Sehr geehrte(r) Leser/innen,

wir konnten wieder hilfreiche Informationen für Sie zusammenstellen. Möchten Sie diesen Newsletter zukünftig nicht mehr erhalten, nutzen Sie bitte den Abmeldelink am Fuß der Email.

Viele Grüße, Ihr ASPICON Team


Ihre Ansprechpartner:

  • Dirk Richter
  • Jerome Raedler-Fahle
  • Marcel Heinrich

Tel.    +49.371.909515-100
Mail:  vertrieb(at)aspicon.de
Web: www.aspicon.de 

             


Die ersten Fakten zur kostenpflichtigen Nutzung von Java!

Viele haben sicherlich bereits gehört, dass Oracle für die kommerzielle Verwendung von Java (also jegliche Nutzung, die über die private Verwendung hinausgeht) ab 01.02.2019 eine Nutzungs- und Supportgebühr erheben wird. Jedoch sind einige Details zur kostenpflichtigen Nutzung von Java noch immer nicht eindeutig durch Oracle beantwortet. 

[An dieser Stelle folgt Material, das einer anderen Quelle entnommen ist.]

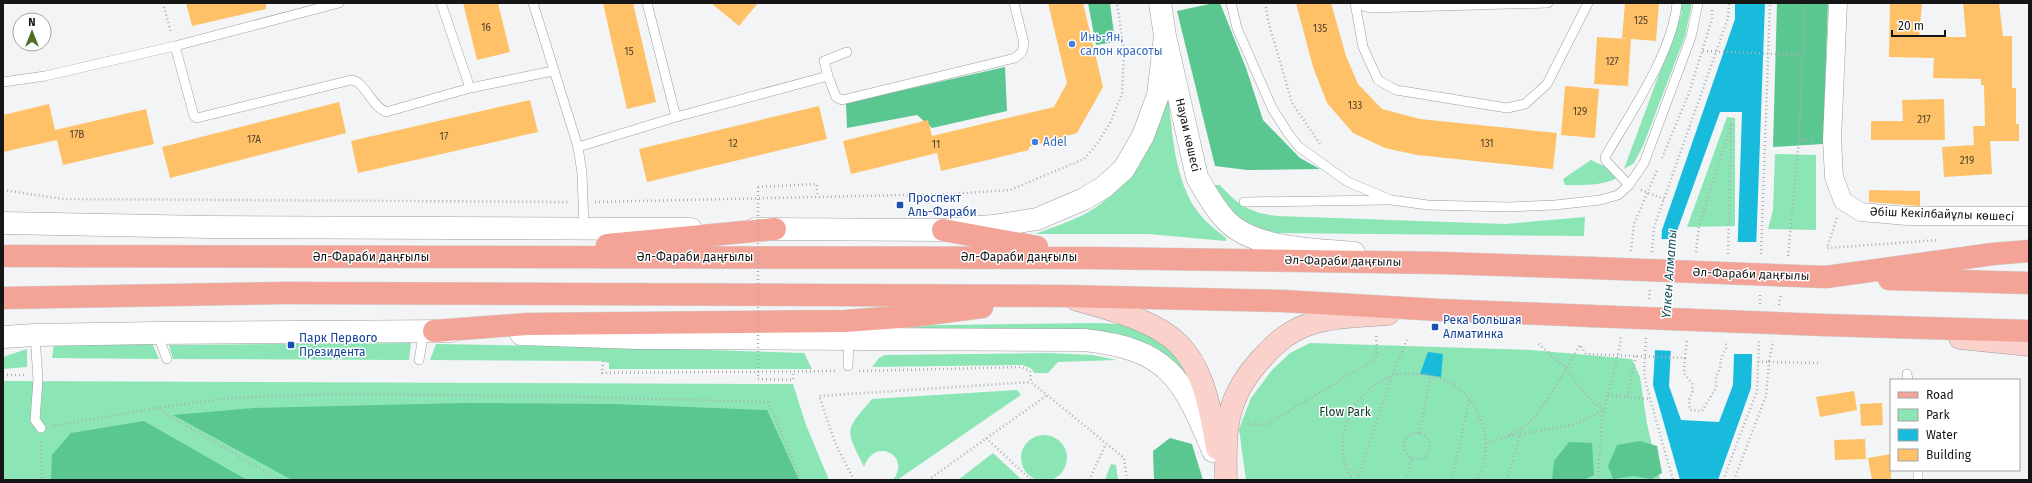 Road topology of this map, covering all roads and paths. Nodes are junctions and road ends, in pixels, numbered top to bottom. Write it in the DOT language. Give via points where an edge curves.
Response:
graph roads {
  1 [pos="163,3"];
  2 [pos="338,3"];
  3 [pos="441,3"];
  4 [pos="533,3"];
  5 [pos="647,3"];
  6 [pos="1014,3"];
  7 [pos="1117,3"];
  8 [pos="1162,3"];
  9 [pos="1231,3"];
  10 [pos="1265,3"];
  11 [pos="1548,3"];
  12 [pos="1588,3"];
  13 [pos="1678,3"];
  14 [pos="1697,3"];
  15 [pos="1712,3"];
  16 [pos="1728,3"];
  17 [pos="1770,3"];
  18 [pos="1805,3"];
  19 [pos="1838,3"];
  20 [pos="1355,4"];
  21 [pos="1165,36"];
  22 [pos="175,46"];
  23 [pos="1703,51"];
  24 [pos="847,52"];
  25 [pos="1803,55"];
  26 [pos="553,70"];
  27 [pos="828,76"];
  28 [pos="3,82"];
  29 [pos="470,88"];
  30 [pos="676,116"];
  31 [pos="1321,145"];
  32 [pos="578,147"];
  33 [pos="1630,185"];
  34 [pos="3,190"];
  35 [pos="1647,193"];
  36 [pos="818,196"];
  37 [pos="1664,199"];
  38 [pos="1391,200"];
  39 [pos="1842,201"];
  40 [pos="584,202"];
  41 [pos="1244,202"];
  42 [pos="2029,216"];
  43 [pos="3,222"];
  44 [pos="584,228"];
  45 [pos="775,229"];
  46 [pos="1728,229"];
  47 [pos="943,230"];
  48 [pos="1944,239"];
  49 [pos="2029,251"];
  50 [pos="1631,255"];
  51 [pos="6,256"];
  52 [pos="1652,257"];
  53 [pos="1695,257"];
  54 [pos="460,258"];
  55 [pos="1091,258"];
  56 [pos="1761,258"];
  57 [pos="1441,263"];
  58 [pos="1786,263"];
  59 [pos="1826,277"];
  60 [pos="1650,280"];
  61 [pos="2029,283"];
  62 [pos="1760,290"];
  63 [pos="1781,293"];
  64 [pos="1063,296"];
  65 [pos="8,298"];
  66 [pos="1649,303"];
  67 [pos="1760,306"];
  68 [pos="1778,309"];
  69 [pos="1439,310"];
  70 [pos="1824,325"];
  71 [pos="429,330"];
  72 [pos="2029,331"];
  73 [pos="1622,332"];
  74 [pos="157,333"];
  75 [pos="1376,333"];
  76 [pos="1647,333"];
  77 [pos="1687,334"];
  78 [pos="1408,337"];
  79 [pos="15,338"];
  80 [pos="1759,338"];
  81 [pos="848,339"];
  82 [pos="1773,339"];
  83 [pos="1538,343"];
  84 [pos="2029,345"];
  85 [pos="1619,355"];
  86 [pos="1636,356"];
  87 [pos="1645,356"];
  88 [pos="167,359"];
  89 [pos="418,360"];
  90 [pos="603,361"];
  91 [pos="1758,362"];
  92 [pos="1769,362"];
  93 [pos="1820,363"];
  94 [pos="1566,368"];
  95 [pos="848,369"];
  96 [pos="793,372"];
  97 [pos="3,375"];
  98 [pos="37,375"];
  99 [pos="1392,375"];
  100 [pos="1430,375"];
  101 [pos="1031,382"];
  102 [pos="1608,395"];
  103 [pos="1046,396"];
  104 [pos="1627,397"];
  105 [pos="1650,399"];
  106 [pos="1469,400"];
  107 [pos="155,408"];
  108 [pos="1604,409"];
  109 [pos="1242,420"];
  110 [pos="1522,427"];
  111 [pos="41,428"];
  112 [pos="1419,433"];
  113 [pos="1521,434"];
  114 [pos="1507,436"];
  115 [pos="986,438"];
  116 [pos="1106,444"];
  117 [pos="1486,444"];
  118 [pos="1412,458"];
  119 [pos="1223,477"];
  120 [pos="42,480"];
  121 [pos="280,480"];
  122 [pos="801,480"];
  123 [pos="854,480"];
  124 [pos="928,480"];
  125 [pos="1031,480"];
  126 [pos="1089,480"];
  127 [pos="1127,480"];
  128 [pos="1353,480"];
  129 [pos="1357,480"];
  130 [pos="1406,480"];
  131 [pos="1452,480"];
  132 [pos="1476,480"];
  133 [pos="1507,480"];
  134 [pos="1597,480"];
  135 [pos="1673,480"];
  136 [pos="1723,480"];
  137 [pos="1734,480"];
  1 -- 22 [label="path"];
  2 -- 22 [label="lane"];
  3 -- 29 [label="lane"];
  4 -- 26 [label="lane"];
  5 -- 30 [label="lane"];
  6 -- 27 [label="lane" via="1024,43 1022,52 1015,58 842,100 836,97"];
  7 -- 36 [label="path" via="1124,52 1122,94 1110,123 1084,159 1010,190 950,194"];
  8 -- 21 [label="street, Науаи көшесі"];
  9 -- 38 [label="lane" via="1240,35 1272,108 1299,147 1348,182"];
  10 -- 31 [label="path" via="1292,104"];
  11 -- 20 [label="lane" via="1370,8"];
  12 -- 20 [label="lane" via="1547,84 1525,104 1507,108 1396,90 1378,80 1363,47"];
  13 -- 33 [label="lane" via="1669,41 1605,157"];
  14 -- 33 [label="lane" via="1691,37 1680,68 1644,162"];
  15 -- 23 [label="path" via="1712,19"];
  16 -- 37 [label="path" via="1728,18"];
  17 -- 56 [label="path"];
  18 -- 25 [label="path"];
  19 -- 39 [label="street" via="1832,140 1834,177"];
  21 -- 47 [label="street, Науаи көшесі" via="1158,95 1143,136 1124,169 1104,188 1038,219"];
  21 -- 57 [label="street, Науаи көшесі" via="1197,177 1224,220 1242,233 1281,246"];
  22 -- 28 [label="lane" via="45,76"];
  22 -- 29 [label="lane" via="194,116 197,118 351,80 360,84 378,109 386,112"];
  23 -- 25 [label="path, bridge"];
  23 -- 35 [label="path" via="1689,93"];
  24 -- 27 [label="lane" via="824,61"];
  25 -- 58 [label="path" via="1799,140"];
  26 -- 29 [label="lane"];
  26 -- 32 [label="lane"];
  27 -- 30 [label="lane"];
  30 -- 32 [label="lane"];
  32 -- 40 [label="lane"];
  33 -- 35 [label="path"];
  33 -- 38 [label="lane" via="1618,195 1600,200 1555,205 1463,207"];
  34 -- 40 [label="path" via="64,199"];
  35 -- 37 [label="path"];
  35 -- 50 [label="path" via="1634,224"];
  36 -- 40 [label="path"];
  36 -- 96 [label="path, bridge" via="817,184 758,187 758,379 793,380"];
  37 -- 52 [label="path" via="1654,227"];
  38 -- 41 [label="lane"];
  39 -- 42 [label="street, Әбіш Кекілбайұлы көшесі" via="1861,212 1907,216"];
  39 -- 48 [label="path" via="1827,248"];
  40 -- 44 [label="lane"];
  43 -- 44 [label="street" via="208,227"];
  44 -- 45 [label="street"];
  45 -- 47 [label="street"];
  45 -- 54 [label="main road"];
  46 -- 53 [label="path" via="1731,125 1698,226"];
  47 -- 55 [label="main road"];
  49 -- 59 [label="main road"];
  51 -- 54 [label="main road, Әл-Фараби даңғылы"];
  54 -- 55 [label="main road, Әл-Фараби даңғылы"];
  55 -- 57 [label="main road, Әл-Фараби даңғылы"];
  57 -- 59 [label="main road, Әл-Фараби даңғылы, bridge"];
  59 -- 61 [label="main road, Әл-Фараби даңғылы"];
  60 -- 66 [label="path"];
  62 -- 67 [label="path"];
  63 -- 68 [label="path"];
  64 -- 65 [label="main road" via="285,293"];
  64 -- 69 [label="main road" via="1283,301"];
  64 -- 71 [label="main road" via="913,316 845,321 527,324"];
  64 -- 119 [label="main road" via="1132,315 1152,324 1172,336 1187,352 1205,387"];
  69 -- 70 [label="main road, bridge"];
  69 -- 119 [label="main road" via="1346,317 1310,324 1290,332 1251,369 1236,392 1228,418"];
  70 -- 72 [label="main road"];
  70 -- 84 [label="main road"];
  71 -- 74 [label="street"];
  71 -- 81 [label="street" via="637,338"];
  71 -- 89 [label="lane"];
  73 -- 85 [label="path"];
  74 -- 79 [label="street"];
  74 -- 88 [label="lane"];
  75 -- 109 [label="path" via="1375,359 1268,424 1251,425"];
  76 -- 87 [label="path"];
  77 -- 87 [label="path" via="1685,358"];
  78 -- 99 [label="path"];
  79 -- 98 [label="lane"];
  80 -- 91 [label="path"];
  81 -- 95 [label="lane"];
  81 -- 119 [label="street" via="1084,340 1113,343 1136,350 1154,359 1173,374 1186,393"];
  82 -- 92 [label="path"];
  83 -- 94 [label="path"];
  85 -- 86 [label="path"];
  85 -- 94 [label="path" via="1586,354 1580,345"];
  85 -- 102 [label="path"];
  86 -- 87 [label="path"];
  86 -- 104 [label="path"];
  87 -- 105 [label="path" via="1644,372"];
  90 -- 96 [label="path" via="602,373"];
  91 -- 92 [label="path"];
  91 -- 136 [label="path" via="1757,391"];
  92 -- 93 [label="path"];
  92 -- 137 [label="path" via="1766,396"];
  94 -- 108 [label="path" via="1592,402"];
  94 -- 110 [label="path" via="1545,402"];
  95 -- 96 [label="path"];
  95 -- 101 [label="path" via="1021,367 1030,371"];
  97 -- 98 [label="path"];
  98 -- 111 [label="lane" via="35,420"];
  99 -- 100 [label="path"];
  99 -- 128 [label="path" via="1371,387 1354,405 1344,428 1342,450 1348,473"];
  99 -- 129 [label="path"];
  100 -- 106 [label="path" via="1440,377 1462,390"];
  100 -- 112 [label="path"];
  101 -- 103 [label="path"];
  101 -- 123 [label="path" via="819,396 836,445"];
  102 -- 104 [label="path"];
  102 -- 108 [label="path"];
  103 -- 115 [label="path"];
  103 -- 116 [label="path"];
  104 -- 105 [label="path"];
  105 -- 135 [label="path"];
  106 -- 117 [label="path" via="1479,415"];
  106 -- 131 [label="path"];
  107 -- 111 [label="path"];
  107 -- 121 [label="path"];
  107 -- 122 [label="path" via="229,398 334,394 768,402"];
  108 -- 113 [label="path" via="1577,424"];
  108 -- 134 [label="path"];
  110 -- 113 [label="path"];
  110 -- 114 [label="path"];
  111 -- 120 [label="path"];
  112 -- 118 [label="path" via="1408,436 1404,444 1406,452"];
  112 -- 118 [label="path" via="1427,437 1430,449 1425,456"];
  113 -- 114 [label="path"];
  113 -- 133 [label="path"];
  114 -- 117 [label="path"];
  115 -- 124 [label="path"];
  115 -- 125 [label="path"];
  116 -- 126 [label="path"];
  116 -- 127 [label="path" via="1124,458"];
  117 -- 132 [label="path" via="1486,455"];
  118 -- 130 [label="path"];
}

Im Folgenden haben wir deshalb den aktuellen Sachstand kurz zusammengefasst:

Java SE 8

  • Bis Januar 2019 werden Public Updates kostenfrei zur Verfügung gestellt.
  • Ab Februar 2019 wird für den Bezug von Updates eine kostenpflichtige Java SE (Desktop) Subscription benötigt.
  • Das nächste Long-Term-Support (LTS) Release ist Java SE 11.

Java SE 9

Dieses Release ist bereits desupported und wird von Oracle nicht mehr unterstützt.

Java SE 10

Für Java SE 10 läuft der Support im September 2018 aus.

Java SE 11

  • Im September 2018 soll Java SE 11 veröffentlicht werden.
  • Es wird dafür keine kostenfreien Public Updates mehr geben.
  • Für den Bezug der Updates ist eine kostenpflichtige Oracle Java SE (Desktop) Subscription erforderlich.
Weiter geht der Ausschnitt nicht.